Friday, June 5, 2015

LGBT ties don't defeat, but support marriage

By Juan Masiá Clavel, SJ (English translation by Rebel Girl)
Vivir y pensar en la frontera Blog
June 1, 2015

The result of the Irish referendum, in which support for the recognition of marriage equality prevailed, has raised concern and sadness among those who believe it means a defeat for the defense of the marriage institution.

Rather we should say the opposite: it is not a defeat or a threat to the institution of marriage but a source of support.

There are also those who reluctantly accept civil recognition of homosexual unions, but would impose the condition of not calling them marriages or equating them with heterosexual marriage.

(There are also those who force the argument, playing with the etymologies of "matrimony", "patrimony" etc ... We don't know whether it would reassure them to speak of "spousal ties" in both cases).

In any case, those who insist, rightly, on "doing everything possible to defend, protect and promote the institution of marriage and the family," should be reassured, because equal ties don't threaten but precisely support the institution of marriage by stressing social and legal formalization of the ties, rather than reducing them to the private sphere of more or less stable domestic partnerships.

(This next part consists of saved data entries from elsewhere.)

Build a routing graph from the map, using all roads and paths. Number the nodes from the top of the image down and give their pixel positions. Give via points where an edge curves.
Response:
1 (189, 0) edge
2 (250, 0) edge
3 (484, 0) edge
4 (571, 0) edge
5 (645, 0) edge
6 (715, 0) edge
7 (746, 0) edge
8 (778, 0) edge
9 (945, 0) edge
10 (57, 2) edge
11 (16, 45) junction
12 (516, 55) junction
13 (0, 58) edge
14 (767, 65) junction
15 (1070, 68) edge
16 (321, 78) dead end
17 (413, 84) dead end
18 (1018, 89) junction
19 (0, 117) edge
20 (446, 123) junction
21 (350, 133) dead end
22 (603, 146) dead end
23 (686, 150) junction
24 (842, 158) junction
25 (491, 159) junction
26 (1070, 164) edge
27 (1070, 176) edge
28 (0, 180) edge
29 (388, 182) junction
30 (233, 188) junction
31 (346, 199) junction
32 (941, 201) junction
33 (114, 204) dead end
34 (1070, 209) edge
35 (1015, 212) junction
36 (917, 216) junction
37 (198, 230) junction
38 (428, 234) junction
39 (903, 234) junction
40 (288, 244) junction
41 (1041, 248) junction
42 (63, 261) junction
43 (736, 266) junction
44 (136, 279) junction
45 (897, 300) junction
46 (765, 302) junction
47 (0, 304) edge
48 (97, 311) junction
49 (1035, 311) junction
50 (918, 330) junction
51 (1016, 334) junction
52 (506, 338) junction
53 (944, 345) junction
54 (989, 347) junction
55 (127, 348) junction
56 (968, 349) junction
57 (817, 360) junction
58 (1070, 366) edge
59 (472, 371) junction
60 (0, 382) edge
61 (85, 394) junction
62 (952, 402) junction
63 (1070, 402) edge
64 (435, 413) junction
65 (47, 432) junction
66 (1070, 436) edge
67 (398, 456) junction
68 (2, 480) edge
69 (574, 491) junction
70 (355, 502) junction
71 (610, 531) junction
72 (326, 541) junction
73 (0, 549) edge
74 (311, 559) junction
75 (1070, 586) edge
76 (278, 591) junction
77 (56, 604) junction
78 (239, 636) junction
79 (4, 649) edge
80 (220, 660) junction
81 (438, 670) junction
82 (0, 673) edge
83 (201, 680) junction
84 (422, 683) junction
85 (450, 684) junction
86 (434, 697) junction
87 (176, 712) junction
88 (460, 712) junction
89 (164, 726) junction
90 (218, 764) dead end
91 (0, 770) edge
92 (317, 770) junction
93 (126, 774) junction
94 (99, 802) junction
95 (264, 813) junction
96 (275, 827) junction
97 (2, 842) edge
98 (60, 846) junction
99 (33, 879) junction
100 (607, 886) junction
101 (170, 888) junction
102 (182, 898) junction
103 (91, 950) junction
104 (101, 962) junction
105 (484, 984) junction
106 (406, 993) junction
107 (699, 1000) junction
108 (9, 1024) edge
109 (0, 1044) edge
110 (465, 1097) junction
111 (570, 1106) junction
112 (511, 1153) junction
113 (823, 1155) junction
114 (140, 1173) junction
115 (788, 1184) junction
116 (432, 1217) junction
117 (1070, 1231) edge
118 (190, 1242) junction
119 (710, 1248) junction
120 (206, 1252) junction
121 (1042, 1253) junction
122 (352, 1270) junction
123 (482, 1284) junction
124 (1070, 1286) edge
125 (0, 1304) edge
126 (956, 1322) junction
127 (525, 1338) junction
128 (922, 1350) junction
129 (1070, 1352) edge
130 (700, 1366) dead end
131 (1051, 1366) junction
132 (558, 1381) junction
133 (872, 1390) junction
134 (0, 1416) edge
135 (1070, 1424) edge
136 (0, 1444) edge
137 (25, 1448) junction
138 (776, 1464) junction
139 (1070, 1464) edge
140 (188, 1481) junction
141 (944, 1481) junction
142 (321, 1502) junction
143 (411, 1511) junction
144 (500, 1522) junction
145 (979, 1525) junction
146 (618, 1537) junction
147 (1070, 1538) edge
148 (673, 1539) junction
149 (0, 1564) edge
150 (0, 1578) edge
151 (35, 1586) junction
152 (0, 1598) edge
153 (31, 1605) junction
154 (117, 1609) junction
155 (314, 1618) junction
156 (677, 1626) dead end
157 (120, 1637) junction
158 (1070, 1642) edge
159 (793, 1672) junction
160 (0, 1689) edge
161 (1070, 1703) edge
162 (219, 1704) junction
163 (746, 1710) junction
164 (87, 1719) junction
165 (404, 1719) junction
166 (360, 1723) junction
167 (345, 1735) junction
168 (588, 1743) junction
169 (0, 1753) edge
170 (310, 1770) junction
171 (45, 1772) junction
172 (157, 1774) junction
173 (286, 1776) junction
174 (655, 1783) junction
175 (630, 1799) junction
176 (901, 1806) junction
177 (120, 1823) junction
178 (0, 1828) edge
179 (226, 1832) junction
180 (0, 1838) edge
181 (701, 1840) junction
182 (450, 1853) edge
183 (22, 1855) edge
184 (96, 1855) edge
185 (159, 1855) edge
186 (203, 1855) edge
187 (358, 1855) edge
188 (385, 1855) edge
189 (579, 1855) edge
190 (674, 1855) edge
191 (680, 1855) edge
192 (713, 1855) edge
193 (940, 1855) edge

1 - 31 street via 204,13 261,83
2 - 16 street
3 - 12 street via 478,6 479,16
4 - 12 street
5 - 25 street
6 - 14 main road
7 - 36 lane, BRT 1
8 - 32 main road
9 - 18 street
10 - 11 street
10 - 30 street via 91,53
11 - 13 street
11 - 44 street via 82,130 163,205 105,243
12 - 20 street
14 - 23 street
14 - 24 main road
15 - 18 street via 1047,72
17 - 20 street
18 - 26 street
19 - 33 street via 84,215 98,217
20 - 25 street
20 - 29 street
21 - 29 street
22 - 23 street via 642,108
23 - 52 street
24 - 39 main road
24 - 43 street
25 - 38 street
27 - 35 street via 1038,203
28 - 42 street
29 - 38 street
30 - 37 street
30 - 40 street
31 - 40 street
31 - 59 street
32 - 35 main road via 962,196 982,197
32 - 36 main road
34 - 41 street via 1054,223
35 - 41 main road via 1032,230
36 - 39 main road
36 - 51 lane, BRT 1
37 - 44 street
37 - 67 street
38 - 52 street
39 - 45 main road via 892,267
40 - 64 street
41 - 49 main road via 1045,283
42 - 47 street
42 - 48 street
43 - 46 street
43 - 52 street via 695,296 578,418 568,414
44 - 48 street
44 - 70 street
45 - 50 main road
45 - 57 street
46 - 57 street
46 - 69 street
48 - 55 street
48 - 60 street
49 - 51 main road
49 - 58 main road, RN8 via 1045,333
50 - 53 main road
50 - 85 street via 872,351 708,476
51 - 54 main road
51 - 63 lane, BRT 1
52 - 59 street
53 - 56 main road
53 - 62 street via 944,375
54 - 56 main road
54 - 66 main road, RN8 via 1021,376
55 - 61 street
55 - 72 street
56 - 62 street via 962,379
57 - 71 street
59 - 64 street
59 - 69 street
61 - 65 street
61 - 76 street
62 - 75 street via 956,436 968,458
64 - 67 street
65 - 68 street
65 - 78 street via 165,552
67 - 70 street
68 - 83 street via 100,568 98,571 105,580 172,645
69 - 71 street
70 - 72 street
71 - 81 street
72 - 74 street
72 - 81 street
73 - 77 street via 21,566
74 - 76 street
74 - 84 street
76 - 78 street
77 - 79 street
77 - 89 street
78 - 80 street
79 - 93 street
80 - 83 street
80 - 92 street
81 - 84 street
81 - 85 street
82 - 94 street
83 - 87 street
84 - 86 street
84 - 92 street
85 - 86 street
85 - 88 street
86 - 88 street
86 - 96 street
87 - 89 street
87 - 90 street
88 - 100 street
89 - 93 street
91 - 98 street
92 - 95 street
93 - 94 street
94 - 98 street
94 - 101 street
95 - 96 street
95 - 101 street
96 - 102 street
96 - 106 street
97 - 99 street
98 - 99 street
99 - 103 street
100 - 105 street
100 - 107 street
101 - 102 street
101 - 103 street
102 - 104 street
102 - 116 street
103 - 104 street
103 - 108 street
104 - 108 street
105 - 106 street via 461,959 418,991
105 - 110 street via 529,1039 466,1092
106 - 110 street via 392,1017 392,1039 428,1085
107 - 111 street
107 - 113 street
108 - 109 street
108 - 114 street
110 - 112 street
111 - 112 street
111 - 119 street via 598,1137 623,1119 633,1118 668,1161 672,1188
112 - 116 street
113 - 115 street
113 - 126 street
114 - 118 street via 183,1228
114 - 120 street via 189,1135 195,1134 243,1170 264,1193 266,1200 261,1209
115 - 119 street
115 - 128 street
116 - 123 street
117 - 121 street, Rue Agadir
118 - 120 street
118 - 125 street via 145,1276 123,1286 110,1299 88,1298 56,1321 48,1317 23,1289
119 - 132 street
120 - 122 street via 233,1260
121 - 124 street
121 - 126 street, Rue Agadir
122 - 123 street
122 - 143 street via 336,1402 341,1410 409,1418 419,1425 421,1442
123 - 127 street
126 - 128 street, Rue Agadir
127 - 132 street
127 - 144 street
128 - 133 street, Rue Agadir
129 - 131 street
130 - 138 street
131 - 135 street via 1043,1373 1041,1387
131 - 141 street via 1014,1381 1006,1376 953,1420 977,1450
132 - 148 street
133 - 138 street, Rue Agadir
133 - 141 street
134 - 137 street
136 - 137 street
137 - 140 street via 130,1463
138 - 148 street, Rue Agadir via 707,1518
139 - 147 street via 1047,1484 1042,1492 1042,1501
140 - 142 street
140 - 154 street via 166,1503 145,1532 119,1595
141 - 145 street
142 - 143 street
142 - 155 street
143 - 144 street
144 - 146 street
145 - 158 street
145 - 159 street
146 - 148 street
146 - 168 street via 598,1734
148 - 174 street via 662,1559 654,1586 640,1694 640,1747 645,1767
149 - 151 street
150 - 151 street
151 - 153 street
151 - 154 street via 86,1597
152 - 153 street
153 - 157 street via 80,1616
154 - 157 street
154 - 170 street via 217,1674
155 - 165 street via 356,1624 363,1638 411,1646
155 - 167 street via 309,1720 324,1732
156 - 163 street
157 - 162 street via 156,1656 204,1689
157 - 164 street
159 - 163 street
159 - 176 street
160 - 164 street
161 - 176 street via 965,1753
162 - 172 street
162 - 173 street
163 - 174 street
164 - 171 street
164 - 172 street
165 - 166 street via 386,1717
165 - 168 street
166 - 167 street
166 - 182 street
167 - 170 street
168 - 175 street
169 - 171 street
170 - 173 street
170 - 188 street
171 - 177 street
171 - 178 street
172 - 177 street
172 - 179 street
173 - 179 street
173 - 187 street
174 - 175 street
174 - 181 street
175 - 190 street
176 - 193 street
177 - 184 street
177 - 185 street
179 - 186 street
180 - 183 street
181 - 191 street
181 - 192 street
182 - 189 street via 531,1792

It has been diagnosed, in the context of the so-called culture of temporariness, that divorce is increasing, as well as the lack of interest in socially and legally formalizing unions which are reduced to domestic partnerships with questionable stability. Precisely in this context, LGBT couples' interest, desire and demand for social, legal and cultural (which could and should also be religious) recognition of their marital unions, is significant.

As we have seen (in previous posts looking towards the Synod of Bishops), the Catholic definition of marriage as "a community of life and love open to life" could be applied to both heterosexual and non-heterosexual couples.

The biblical view expressed in the mythopoetic narrative of the primordial couple is mutual recognition as a "worthy partner." The parties promise one another faithfulness to "accompany each other on the road to building an intimate community of life and love that makes two people one."